Your answer should repeat every record verbatim.

Top of MATERIAL SUPPLIED

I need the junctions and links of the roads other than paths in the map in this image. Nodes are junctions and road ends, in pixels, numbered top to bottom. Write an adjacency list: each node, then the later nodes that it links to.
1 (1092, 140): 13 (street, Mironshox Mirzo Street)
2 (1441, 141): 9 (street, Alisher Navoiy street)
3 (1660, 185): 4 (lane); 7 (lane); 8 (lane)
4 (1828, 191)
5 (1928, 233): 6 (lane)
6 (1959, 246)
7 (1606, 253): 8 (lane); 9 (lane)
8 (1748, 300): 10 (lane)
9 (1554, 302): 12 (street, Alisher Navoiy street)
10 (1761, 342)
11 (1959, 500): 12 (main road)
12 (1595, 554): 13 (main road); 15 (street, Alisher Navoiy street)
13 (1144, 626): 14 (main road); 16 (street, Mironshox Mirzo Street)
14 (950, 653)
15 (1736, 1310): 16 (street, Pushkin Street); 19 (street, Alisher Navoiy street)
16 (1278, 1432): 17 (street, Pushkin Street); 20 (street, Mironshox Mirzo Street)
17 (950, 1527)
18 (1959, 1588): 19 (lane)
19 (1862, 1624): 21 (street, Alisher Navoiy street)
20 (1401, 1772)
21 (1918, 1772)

Bottom of MATERIAL SUPPLIED

*COMPLETED TASK*
I need the junctions and links of the roads other than paths in the map in this image. Nodes are junctions and road ends, in pixels, numbered top to bottom. Write an adjacency list: each node, then the later nodes that it links to.
1 (1092, 140): 13 (street, Mironshox Mirzo Street)
2 (1441, 141): 9 (street, Alisher Navoiy street)
3 (1660, 185): 4 (lane); 7 (lane); 8 (lane)
4 (1828, 191)
5 (1928, 233): 6 (lane)
6 (1959, 246)
7 (1606, 253): 8 (lane); 9 (lane)
8 (1748, 300): 10 (lane)
9 (1554, 302): 12 (street, Alisher Navoiy street)
10 (1761, 342)
11 (1959, 500): 12 (main road)
12 (1595, 554): 13 (main road); 15 (street, Alisher Navoiy street)
13 (1144, 626): 14 (main road); 16 (street, Mironshox Mirzo Street)
14 (950, 653)
15 (1736, 1310): 16 (street, Pushkin Street); 19 (street, Alisher Navoiy street)
16 (1278, 1432): 17 (street, Pushkin Street); 20 (street, Mironshox Mirzo Street)
17 (950, 1527)
18 (1959, 1588): 19 (lane)
19 (1862, 1624): 21 (street, Alisher Navoiy street)
20 (1401, 1772)
21 (1918, 1772)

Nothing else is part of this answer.